Le Figaro – Mercredi 11 juin 1879

Les clôtures d’été sont tellement nombreuses, cette année, que les colonnes Morris, si bien garnies il y a encore quelques jours, présentent l’aspect d’un horrible tube en bois blanc, à peine couvert par de petites affiches qui courent les unes après les autres. C’est un coup d’œil navrant pour le promeneur. Si l’on cherche machinalement l’endroit occupé par les Bouffes, on y voit l’affiche de la conférence Hyacinte Loyson, à la salle des Capucines ; l’éclairage électrique du Salon remplace les Variétés, et, si cela continue, nous ne trouverons bientôt plus sur ces colonnes, dites des spectacles, que des annonces de photographes ou de liquidations forcées.

C’est devant une de ces colonnes dénudées que je viens de rencontrer M. Cantin, regardant les affiches d’un air dédaigneux.
— Tout cela n’est pas brillant, me dit-il aussitôt, comment pouvez-vous vivre à Paris sans théâtres, alors qu’il vous serait si facile de venir à Bordeaux, où mes artistes sont allés jouer Madame Favart... tel que vous me voyez, j’en arrive et j’y retourne.
— Mais je connais Madame Favart, je l’ai vue aux Folies-Dramatiques.
— Vous croyez l’avoir vue. mais quand on n’a vu Madame Favart qu’à Paris, c’est exactement comme si l’on n’avait pas vu Madame Favart... A Bordeaux, ce n’est plus la même pièce. Pensez donc, au Grand-Théâtre, avec des choristes et des musiciens qui ont l’habitude d’interpréter les Huguenots et la Favorite !... Et puis, quelles ressources pour la mise en scène !... On se croirait à l’Opéra... Je suis tout à fait dans mon élément, moi qui étais né pour diriger un théâtre de premier ordre.

Ce qui m’est arrivé arrive également à tout ceux qui ont le bonheur de rencontrer M. Cantin en ce moment. Le futur prédécesseur de M. Blandin ne manque pas d’engager tout le monde à prendre le train pour aller applaudir à Bordeaux la seule, la vraie Madame Favart, la Madame Favart qui n’est pas au coin de la rue de Bondy. Il a même l’intention de faire un service à la presse pour le Grand-Théâtre du chef-lieu de la Gironde. A ceux de mes confrères qui se récrient à cette nouvelle, il oppose d’ailleurs un argument sans réplique :
— Pourquoi n’iriez-vous pas entendre la troupe des Folies-Dramatiques, à Bordeaux, puisque plusieurs journalistes sont allés entendre tes artistes de la Comédie-Française à Londres ?... Ces derniers aussi jouent des pièces qu’on a vu jouer... on les a même vues sur la scène de la rue Richelieu, qui est beaucoup plus vaste que celle de Gaiety-Théâtre, tandis que Madame Favart s’est transportée d’un petit théâtre dans un grand... on y gagne davantage !

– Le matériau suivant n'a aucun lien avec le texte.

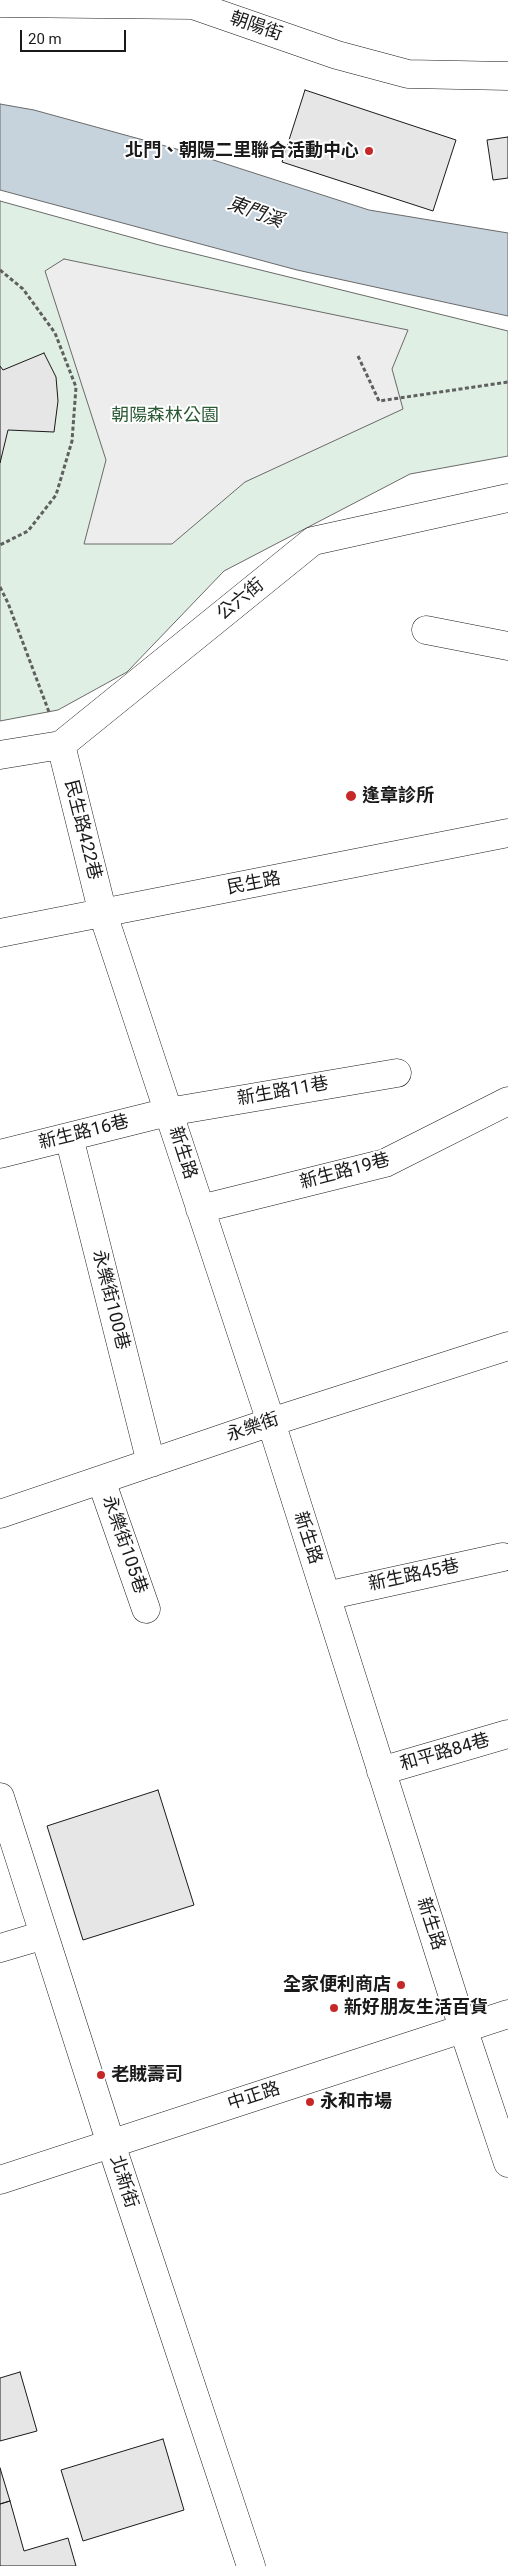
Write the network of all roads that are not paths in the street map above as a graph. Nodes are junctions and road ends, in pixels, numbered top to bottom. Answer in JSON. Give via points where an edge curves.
{"nodes":[{"id":1,"x":0,"y":3,"type":"edge"},
{"id":2,"x":192,"y":3,"type":"edge"},
{"id":3,"x":508,"y":76,"type":"edge"},
{"id":4,"x":508,"y":498,"type":"edge"},
{"id":5,"x":426,"y":630,"type":"dead end"},
{"id":6,"x":508,"y":646,"type":"edge"},
{"id":7,"x":61,"y":745,"type":"junction"},
{"id":8,"x":0,"y":755,"type":"edge"},
{"id":9,"x":508,"y":833,"type":"edge"},
{"id":10,"x":103,"y":914,"type":"junction"},
{"id":11,"x":0,"y":933,"type":"edge"},
{"id":12,"x":397,"y":1073,"type":"dead end"},
{"id":13,"x":508,"y":1100,"type":"edge"},
{"id":14,"x":168,"y":1112,"type":"junction"},
{"id":15,"x":69,"y":1137,"type":"junction"},
{"id":16,"x":0,"y":1154,"type":"edge"},
{"id":17,"x":200,"y":1209,"type":"junction"},
{"id":18,"x":508,"y":1346,"type":"edge"},
{"id":19,"x":270,"y":1422,"type":"junction"},
{"id":20,"x":151,"y":1463,"type":"junction"},
{"id":21,"x":101,"y":1480,"type":"junction"},
{"id":22,"x":0,"y":1514,"type":"edge"},
{"id":23,"x":503,"y":1557,"type":"dead end"},
{"id":24,"x":326,"y":1596,"type":"junction"},
{"id":25,"x":146,"y":1609,"type":"dead end"},
{"id":26,"x":508,"y":1734,"type":"edge"},
{"id":27,"x":381,"y":1771,"type":"junction"},
{"id":28,"x":0,"y":1797,"type":"edge"},
{"id":29,"x":44,"y":1935,"type":"junction"},
{"id":30,"x":0,"y":1948,"type":"edge"},
{"id":31,"x":508,"y":2014,"type":"edge"},
{"id":32,"x":463,"y":2028,"type":"junction"},
{"id":33,"x":111,"y":2144,"type":"junction"},
{"id":34,"x":508,"y":2163,"type":"edge"},
{"id":35,"x":0,"y":2180,"type":"edge"},
{"id":36,"x":251,"y":2566,"type":"edge"}],
"edges":[{"from":1,"to":2,"type":"street","name":"朝陽街"},
{"from":2,"to":3,"type":"street","name":"朝陽街","via":[[337,55],[408,74]]},
{"from":4,"to":7,"type":"street","name":"公六街","via":[[313,541]]},
{"from":5,"to":6,"type":"street"},
{"from":7,"to":8,"type":"street","name":"公六街"},
{"from":7,"to":10,"type":"street","name":"民生路422巷"},
{"from":9,"to":10,"type":"street","name":"民生路"},
{"from":10,"to":11,"type":"street","name":"民生路"},
{"from":10,"to":14,"type":"street","name":"新生路"},
{"from":12,"to":14,"type":"street","name":"新生路11巷"},
{"from":13,"to":17,"type":"street","name":"新生路19巷","via":[[385,1163]]},
{"from":14,"to":15,"type":"street","name":"新生路16巷"},
{"from":14,"to":17,"type":"street","name":"新生路"},
{"from":15,"to":16,"type":"street","name":"新生路16巷"},
{"from":15,"to":20,"type":"street","name":"永樂街100巷"},
{"from":17,"to":19,"type":"street","name":"新生路"},
{"from":18,"to":19,"type":"street","name":"永樂街"},
{"from":19,"to":20,"type":"street","name":"永樂街"},
{"from":19,"to":24,"type":"street","name":"新生路"},
{"from":20,"to":21,"type":"street","name":"永樂街"},
{"from":21,"to":22,"type":"street","name":"永樂街"},
{"from":21,"to":25,"type":"street","name":"永樂街105巷"},
{"from":23,"to":24,"type":"street","name":"新生路45巷"},
{"from":24,"to":27,"type":"street","name":"新生路"},
{"from":26,"to":27,"type":"street","name":"和平路84巷"},
{"from":27,"to":32,"type":"street","name":"新生路"},
{"from":28,"to":29,"type":"street","name":"北新街"},
{"from":29,"to":30,"type":"street"},
{"from":29,"to":33,"type":"street","name":"北新街"},
{"from":31,"to":32,"type":"street","name":"中正路"},
{"from":32,"to":33,"type":"street","name":"中正路"},
{"from":32,"to":34,"type":"street","name":"新生路"},
{"from":33,"to":35,"type":"street","name":"中正路"},
{"from":33,"to":36,"type":"street","name":"北新街"}]}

Pour le tuteur de M. Blandin, il n’y a plus de ville au monde comparable à Bordeaux. Il décrit le voyage avec un enthousiasme aussi sincère que communicatif, énumère complaisamment les avantages du séjour de Bordeaux, parle en homme entendu du bon climat de Bordeaux, des cèpes de Bordeaux, de l’excellent vin de Bordeaux qu’on boit à Bordeaux et s’étonne hautement que la France ait pour capitale une autre ville que la ville de Bordeaux.

Etant donné cet engouement de M. Cantin pour Bordeaux, on peut s’étonner qu’il ait quitté Bordeaux, qu’il soit revenu à Paris, ne fût-ce que pour deux jours.

Aussi, m’assure-t-on que le chef de file de M. Blandin n’est venu ici que dans le but de s’entendre avec le directeur de la compagnie d’Orléans, au sujet de l’organisation de trains à prix réduits pour Bordeaux, autrement dit, trains de plaisir pour Madame Favart.
— Comme cela, dit-il, quand on verra Madame Favart à Bordeaux, on verra en même temps que ceux qui n’ont vu Madame Favart qu’à Paris, n’ont pas vu Madame Favart.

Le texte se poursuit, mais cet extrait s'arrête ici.